妖精の独り言
ミナミナの学習机の上に、小さなグランドピアノが置いてある。
それは、おもちゃ屋で売っているような蓋がなく、鍵盤が剥き出しの状態で、しかも、鍵盤の数がピアニカと同じ程度しかない玩具のようなピアノであった。
私は、そのちゃっちい玩具のピアノの譜面台に、ミーナのフルネームのみが書かれた小さな紙を楽譜のように置く。
すると、勝手に白鍵と黒鍵が動き出す。
ぽーんぽーんと、ピアノから四つの音が鳴った後は、短い休符を挟んで二つの音が流れている。

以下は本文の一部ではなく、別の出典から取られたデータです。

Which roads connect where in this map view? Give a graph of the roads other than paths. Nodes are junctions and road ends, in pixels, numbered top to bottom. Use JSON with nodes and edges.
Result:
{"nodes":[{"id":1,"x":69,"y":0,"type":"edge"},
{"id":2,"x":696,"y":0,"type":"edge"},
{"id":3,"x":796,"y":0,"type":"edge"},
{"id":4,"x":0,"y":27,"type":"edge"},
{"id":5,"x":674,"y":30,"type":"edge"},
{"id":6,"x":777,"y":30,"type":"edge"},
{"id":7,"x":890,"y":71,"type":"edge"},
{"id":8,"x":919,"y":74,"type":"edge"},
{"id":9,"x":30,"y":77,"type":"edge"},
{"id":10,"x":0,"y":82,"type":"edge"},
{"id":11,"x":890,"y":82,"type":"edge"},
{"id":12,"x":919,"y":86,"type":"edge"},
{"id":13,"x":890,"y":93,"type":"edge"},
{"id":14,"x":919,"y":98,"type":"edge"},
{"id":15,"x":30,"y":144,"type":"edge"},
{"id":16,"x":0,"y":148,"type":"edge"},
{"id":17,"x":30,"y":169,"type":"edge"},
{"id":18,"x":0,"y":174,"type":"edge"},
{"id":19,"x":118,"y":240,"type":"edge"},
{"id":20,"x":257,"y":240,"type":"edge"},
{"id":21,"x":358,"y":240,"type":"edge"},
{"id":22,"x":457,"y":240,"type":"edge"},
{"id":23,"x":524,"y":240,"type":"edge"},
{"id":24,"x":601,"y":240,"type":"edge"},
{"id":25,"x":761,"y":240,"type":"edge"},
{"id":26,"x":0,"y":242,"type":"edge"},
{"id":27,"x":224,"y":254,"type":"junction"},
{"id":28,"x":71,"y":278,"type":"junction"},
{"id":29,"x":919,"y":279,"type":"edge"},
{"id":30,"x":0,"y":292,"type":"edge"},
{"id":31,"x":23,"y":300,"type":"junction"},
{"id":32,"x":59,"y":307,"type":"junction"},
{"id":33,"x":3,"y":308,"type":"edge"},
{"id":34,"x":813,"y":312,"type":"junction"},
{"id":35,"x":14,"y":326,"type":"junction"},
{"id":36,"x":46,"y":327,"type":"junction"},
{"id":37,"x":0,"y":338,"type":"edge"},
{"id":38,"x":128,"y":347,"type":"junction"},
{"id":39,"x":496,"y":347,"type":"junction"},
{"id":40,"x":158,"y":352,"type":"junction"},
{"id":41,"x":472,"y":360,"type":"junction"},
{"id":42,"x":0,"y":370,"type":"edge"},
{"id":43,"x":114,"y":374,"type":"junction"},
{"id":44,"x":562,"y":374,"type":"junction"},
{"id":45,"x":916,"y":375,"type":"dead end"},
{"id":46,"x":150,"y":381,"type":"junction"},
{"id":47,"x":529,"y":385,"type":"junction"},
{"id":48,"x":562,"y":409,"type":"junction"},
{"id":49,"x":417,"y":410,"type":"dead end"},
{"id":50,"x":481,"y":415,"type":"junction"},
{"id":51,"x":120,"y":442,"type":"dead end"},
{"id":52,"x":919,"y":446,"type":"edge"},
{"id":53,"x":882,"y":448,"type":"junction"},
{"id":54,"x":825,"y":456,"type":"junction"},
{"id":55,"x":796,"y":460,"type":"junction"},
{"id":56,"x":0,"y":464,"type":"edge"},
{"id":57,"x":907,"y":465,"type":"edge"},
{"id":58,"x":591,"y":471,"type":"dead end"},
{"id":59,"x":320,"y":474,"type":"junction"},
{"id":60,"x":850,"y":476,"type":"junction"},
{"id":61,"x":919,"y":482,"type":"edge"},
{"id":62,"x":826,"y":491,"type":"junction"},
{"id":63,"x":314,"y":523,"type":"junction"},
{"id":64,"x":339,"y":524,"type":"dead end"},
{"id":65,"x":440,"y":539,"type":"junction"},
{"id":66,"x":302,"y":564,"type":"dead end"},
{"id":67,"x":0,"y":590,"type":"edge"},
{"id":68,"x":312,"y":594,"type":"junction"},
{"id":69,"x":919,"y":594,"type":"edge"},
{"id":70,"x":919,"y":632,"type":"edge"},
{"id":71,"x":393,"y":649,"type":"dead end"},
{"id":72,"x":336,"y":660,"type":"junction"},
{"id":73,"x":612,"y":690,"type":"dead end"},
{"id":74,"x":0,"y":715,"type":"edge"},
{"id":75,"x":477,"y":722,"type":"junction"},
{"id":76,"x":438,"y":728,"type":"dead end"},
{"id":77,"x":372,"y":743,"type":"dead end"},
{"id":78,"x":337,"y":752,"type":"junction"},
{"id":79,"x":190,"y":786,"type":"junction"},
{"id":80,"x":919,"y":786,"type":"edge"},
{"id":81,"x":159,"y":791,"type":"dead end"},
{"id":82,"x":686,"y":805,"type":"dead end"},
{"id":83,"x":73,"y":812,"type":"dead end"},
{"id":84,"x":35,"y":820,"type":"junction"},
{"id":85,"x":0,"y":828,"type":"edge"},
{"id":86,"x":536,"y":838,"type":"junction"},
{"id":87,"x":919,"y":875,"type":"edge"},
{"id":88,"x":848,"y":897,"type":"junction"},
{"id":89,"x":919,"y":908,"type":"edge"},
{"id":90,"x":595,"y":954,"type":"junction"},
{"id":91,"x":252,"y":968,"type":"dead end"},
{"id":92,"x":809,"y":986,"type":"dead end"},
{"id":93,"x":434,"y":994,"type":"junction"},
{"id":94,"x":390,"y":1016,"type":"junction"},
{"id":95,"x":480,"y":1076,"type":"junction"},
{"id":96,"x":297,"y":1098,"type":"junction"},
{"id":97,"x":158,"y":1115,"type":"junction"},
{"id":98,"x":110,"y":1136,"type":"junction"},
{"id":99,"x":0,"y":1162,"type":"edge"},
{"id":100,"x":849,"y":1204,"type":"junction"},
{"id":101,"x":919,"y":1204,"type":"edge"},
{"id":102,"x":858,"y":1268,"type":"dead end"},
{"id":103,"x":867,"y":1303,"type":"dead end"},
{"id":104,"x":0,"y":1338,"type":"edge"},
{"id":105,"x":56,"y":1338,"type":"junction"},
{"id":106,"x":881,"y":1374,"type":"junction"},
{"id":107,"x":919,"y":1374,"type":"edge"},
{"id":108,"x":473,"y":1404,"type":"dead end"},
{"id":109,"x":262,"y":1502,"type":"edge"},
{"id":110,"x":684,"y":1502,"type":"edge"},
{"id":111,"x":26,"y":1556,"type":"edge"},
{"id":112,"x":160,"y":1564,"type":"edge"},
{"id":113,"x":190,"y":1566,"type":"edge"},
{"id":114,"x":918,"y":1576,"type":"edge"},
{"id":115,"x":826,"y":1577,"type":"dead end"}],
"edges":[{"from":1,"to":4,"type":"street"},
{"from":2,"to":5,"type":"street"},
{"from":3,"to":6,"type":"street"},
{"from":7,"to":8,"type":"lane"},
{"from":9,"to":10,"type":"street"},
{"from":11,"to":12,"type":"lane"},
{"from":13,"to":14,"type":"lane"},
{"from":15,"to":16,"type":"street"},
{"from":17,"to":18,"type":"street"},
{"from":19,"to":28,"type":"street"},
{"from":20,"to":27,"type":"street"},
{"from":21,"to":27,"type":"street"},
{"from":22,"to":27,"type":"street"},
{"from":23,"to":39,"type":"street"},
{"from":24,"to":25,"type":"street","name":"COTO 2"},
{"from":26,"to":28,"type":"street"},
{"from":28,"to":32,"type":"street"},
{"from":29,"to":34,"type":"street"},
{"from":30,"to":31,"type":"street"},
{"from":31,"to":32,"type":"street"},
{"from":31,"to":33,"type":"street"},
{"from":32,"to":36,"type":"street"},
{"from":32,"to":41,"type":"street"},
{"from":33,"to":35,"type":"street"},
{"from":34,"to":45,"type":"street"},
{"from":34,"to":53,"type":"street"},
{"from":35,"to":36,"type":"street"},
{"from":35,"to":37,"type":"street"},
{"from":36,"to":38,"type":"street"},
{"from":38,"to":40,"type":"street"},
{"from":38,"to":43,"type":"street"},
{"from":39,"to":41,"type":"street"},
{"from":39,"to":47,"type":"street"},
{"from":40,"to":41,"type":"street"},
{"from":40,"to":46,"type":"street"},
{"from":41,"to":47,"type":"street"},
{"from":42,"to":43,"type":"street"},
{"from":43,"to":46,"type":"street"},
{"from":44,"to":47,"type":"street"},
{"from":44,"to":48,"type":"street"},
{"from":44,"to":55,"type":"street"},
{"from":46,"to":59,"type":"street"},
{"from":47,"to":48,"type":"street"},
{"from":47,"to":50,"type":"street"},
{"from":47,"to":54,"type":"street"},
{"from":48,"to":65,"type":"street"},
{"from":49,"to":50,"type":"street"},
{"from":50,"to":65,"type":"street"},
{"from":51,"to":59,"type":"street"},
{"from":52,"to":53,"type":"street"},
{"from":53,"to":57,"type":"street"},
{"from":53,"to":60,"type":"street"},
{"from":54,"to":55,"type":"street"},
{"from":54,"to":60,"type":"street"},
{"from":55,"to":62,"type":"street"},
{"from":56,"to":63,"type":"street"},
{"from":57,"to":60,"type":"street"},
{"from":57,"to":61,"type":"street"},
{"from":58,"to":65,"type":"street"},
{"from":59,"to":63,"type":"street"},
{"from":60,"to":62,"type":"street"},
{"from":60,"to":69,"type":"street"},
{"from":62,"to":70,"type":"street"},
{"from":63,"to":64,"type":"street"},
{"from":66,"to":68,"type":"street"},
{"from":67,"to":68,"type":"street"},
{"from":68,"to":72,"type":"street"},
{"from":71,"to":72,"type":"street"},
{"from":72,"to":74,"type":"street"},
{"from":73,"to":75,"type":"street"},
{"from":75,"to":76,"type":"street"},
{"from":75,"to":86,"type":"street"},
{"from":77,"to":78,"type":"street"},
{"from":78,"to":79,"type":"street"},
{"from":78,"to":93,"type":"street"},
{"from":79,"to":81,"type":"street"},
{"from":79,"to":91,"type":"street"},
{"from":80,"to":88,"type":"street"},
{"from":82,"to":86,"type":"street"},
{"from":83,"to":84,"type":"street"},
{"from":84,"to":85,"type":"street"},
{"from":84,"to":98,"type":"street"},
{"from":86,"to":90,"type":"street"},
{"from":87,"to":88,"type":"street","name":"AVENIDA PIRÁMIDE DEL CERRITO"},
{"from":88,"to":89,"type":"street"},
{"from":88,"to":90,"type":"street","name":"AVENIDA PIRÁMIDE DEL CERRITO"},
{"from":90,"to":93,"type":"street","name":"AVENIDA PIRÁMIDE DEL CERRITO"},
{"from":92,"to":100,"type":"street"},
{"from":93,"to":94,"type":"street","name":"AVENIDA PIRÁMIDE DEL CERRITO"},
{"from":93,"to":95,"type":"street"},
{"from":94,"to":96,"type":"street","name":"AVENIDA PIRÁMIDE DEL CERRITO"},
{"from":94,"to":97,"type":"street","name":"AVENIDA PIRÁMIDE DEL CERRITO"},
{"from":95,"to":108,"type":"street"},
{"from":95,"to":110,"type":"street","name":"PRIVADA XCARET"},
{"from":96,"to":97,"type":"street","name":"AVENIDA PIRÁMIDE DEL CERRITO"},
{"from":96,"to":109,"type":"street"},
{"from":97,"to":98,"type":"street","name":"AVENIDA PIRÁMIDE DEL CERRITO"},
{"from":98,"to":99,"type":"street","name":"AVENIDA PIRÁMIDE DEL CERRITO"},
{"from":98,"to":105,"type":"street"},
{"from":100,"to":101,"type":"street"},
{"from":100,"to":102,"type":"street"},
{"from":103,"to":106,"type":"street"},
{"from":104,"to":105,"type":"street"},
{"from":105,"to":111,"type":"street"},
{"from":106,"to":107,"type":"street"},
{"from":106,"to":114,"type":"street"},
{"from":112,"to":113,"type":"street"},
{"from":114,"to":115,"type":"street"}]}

楽曲を弾いているのではなく、唯々、音を確認しているかのように、何度も繰り返しては鍵盤を叩いているようだ。
機械的で、つまらない音色ね。当たり前だけど……
私は、そんな感想を抱いてしまうピアノの音を耳を澄まして聴き、そして、呟きながらも分析をする。
「現在、ミーナが顔見知りになったのは四人。そして、親しくなれてないのは二人と……フンフンフン、ミーナと関わっている子は六人ってことね。まだ始まったばかりなのに、やるじゃない」
彼女たちとミーナの関係に、私は称賛を贈ろう。なかなかの進み具合ね。
分析後、譜面台の紙を入れ替える。入れ替えた紙にはミナミナの名前が書かれていた。
今度は白鍵のみが自動で押されている。欠伸が出そうになる退屈な音色ね。
「えっと、それで、アイスから貰った情報だとミナミナの方は、ふむふむ、顔見知りは二人。顔見知り未満は二人。合計四人と……って意外と少ない。数を絞っているの?」
このままで行くと、ミナミナは少人数で関係が終わってしまうのだけど、どうするのかしら? 担当ではないけど、気になるわね。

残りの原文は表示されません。